# | Resource |
---|---|
1 | The current version of this syllabus and GitHub repository |
2 | Welcome video |
3 | What should you do the first week of the course |
4 | Instructor: Ron Zacharski, ron.zacharski@gmail.com, 575.680.4041 |
5 | Experience Point Sheet |
6 | the FIU Deep Learning Slack workspace |
7 | The Inquiryum Machine Learning Course |
8 | The Lab Submission Form |
As you will read in the details below, this class is a programming intensive course where you work at your own pace. Historically, about ⅓ of the students get an A, ⅓ an F, and ⅓ between an A and an F. What separates the 'A' students from the 'F' ones is that the 'A' students keep a regular schedule and consistantly submit their work. If they have a question or need help debugging they message me on Slack. They are not necessarily the most proficient programmers, or the best at math. The attribute that best defines them is self-discipline.
Data mining applications, data preparation, data reduction and various data mining techniques such as association, clustering, classification, anomaly detection.

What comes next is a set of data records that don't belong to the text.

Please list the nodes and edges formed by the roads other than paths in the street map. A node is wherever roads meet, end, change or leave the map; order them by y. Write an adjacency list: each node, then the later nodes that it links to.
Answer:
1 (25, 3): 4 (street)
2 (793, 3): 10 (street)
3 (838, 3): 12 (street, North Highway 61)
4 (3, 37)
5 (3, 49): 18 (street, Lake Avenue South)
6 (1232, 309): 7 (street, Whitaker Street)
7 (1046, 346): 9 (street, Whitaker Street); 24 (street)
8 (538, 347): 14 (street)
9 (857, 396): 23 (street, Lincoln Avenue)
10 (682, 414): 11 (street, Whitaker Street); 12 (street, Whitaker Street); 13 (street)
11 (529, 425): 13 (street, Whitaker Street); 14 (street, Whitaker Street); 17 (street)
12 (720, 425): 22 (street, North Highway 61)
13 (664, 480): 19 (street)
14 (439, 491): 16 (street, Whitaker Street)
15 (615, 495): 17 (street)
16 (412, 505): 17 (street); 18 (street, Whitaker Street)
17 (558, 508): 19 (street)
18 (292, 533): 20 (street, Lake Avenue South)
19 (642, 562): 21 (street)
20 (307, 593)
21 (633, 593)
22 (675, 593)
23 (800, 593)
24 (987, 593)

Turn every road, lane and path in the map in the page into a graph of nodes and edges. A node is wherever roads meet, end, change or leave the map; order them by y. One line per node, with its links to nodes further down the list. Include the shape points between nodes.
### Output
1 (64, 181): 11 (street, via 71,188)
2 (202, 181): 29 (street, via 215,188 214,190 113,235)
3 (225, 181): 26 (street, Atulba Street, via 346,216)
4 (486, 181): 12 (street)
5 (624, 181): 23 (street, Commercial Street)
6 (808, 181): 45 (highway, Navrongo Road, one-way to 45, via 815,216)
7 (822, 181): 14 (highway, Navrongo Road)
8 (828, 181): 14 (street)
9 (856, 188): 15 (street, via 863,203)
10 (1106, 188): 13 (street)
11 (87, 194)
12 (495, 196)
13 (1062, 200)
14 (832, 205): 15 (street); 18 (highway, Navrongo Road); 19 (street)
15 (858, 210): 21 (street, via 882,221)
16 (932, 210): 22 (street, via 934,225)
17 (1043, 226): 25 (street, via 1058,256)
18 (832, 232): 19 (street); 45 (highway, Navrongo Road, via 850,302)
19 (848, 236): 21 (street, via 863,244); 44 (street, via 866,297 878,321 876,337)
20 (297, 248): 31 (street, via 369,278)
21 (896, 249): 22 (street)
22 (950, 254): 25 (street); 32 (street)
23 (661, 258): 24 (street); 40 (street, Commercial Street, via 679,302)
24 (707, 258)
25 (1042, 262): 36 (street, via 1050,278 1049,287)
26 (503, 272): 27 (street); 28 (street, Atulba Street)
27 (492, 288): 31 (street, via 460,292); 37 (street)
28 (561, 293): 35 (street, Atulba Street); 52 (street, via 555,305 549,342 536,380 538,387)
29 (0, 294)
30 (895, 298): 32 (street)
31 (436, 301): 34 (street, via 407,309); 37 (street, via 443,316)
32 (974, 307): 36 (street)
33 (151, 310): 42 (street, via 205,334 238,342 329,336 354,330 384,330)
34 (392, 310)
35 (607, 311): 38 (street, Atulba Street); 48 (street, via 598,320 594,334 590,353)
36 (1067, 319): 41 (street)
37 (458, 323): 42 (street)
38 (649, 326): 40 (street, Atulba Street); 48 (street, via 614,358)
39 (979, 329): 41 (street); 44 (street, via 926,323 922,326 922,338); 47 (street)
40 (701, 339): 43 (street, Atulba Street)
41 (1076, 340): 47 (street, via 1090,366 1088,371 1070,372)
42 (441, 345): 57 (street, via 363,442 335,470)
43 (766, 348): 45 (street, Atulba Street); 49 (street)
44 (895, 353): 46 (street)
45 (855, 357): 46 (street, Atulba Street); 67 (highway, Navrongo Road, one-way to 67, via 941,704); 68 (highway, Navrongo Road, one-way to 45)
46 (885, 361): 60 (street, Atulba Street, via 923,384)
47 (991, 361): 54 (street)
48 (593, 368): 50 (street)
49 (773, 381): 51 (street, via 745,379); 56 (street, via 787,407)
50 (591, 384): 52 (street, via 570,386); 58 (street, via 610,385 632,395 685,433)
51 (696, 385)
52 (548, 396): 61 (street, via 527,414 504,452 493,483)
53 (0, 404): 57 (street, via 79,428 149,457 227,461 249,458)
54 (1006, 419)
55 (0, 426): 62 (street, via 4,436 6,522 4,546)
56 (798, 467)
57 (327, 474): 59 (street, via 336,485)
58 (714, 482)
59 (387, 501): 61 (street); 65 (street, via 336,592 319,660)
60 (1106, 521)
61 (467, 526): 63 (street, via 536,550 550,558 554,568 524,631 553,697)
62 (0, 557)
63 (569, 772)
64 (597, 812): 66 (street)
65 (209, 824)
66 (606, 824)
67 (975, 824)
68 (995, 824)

This course provides an introduction to practical machine learning tools for data mining with an emphasis on XGBoost and Deep Learning.
Students will gain hands-on experience with the following algorithms and libraries, learning when and how to apply them to problems in data mining:
-
Numpy, Pandas, skLearn
-
entropy and decision trees
-
bagging and pasting
-
random forest
-
XGBoost
-
deep learning basics
-
Convolutional Neural Networks (CNN)
-
Clustering
-
Working with text
Students should be able to
- architect a scalable ML pipeline
- run ML jobs on a GPU using Jupyter Notebooks in Colab
- evaluate different ML models
- determine the best ML algorithm to use for an application
- reduce the dimensionality of a dataset
- develop different linear models to solve classification problems
- communicate effectively about ML applications (terminology)
Students should be able to
- apply decision tree algorithms to create a classifier
- use random forest techniques
- combine a number of weak classifiers into a strong one by using boosting.
- effectively use the XGBoost algorithm
Students should be able to
- build a simple deep learning system for image classification
- build CNNs for computer vision
- pre-process text datasets into a form usable for classification
- build CNN for text classification
- adjust hyperparameters to improve performance
Prerequisite Course: COP 3530 Data Structures
Corequisite Course: COP 4710 Database Management
Note: While very little material from either of these courses will be used in this course, these prerequisites give you a level of programming maturity that is required.
This class is asynchronous meaning there is no mandatory real-time interaction. You will be working through the Inquiryum Machine Learning Fundamentals Course. You can watch the videos anytime you want. You can play them at a faster speed, you can rewatch them or pause them. You can work on the course material in 20 minute blocks throughout a day, or devote a large contiguous block of time once per week. When you need help you can use the FIU Deep Learning Slack workspace to get assistance from me or your classmates.
The advantages of this approach is that it allows you great flexibility in when you want to work on the material and for how long. And, as described below under mastery learning, it allows you to work at your own pace.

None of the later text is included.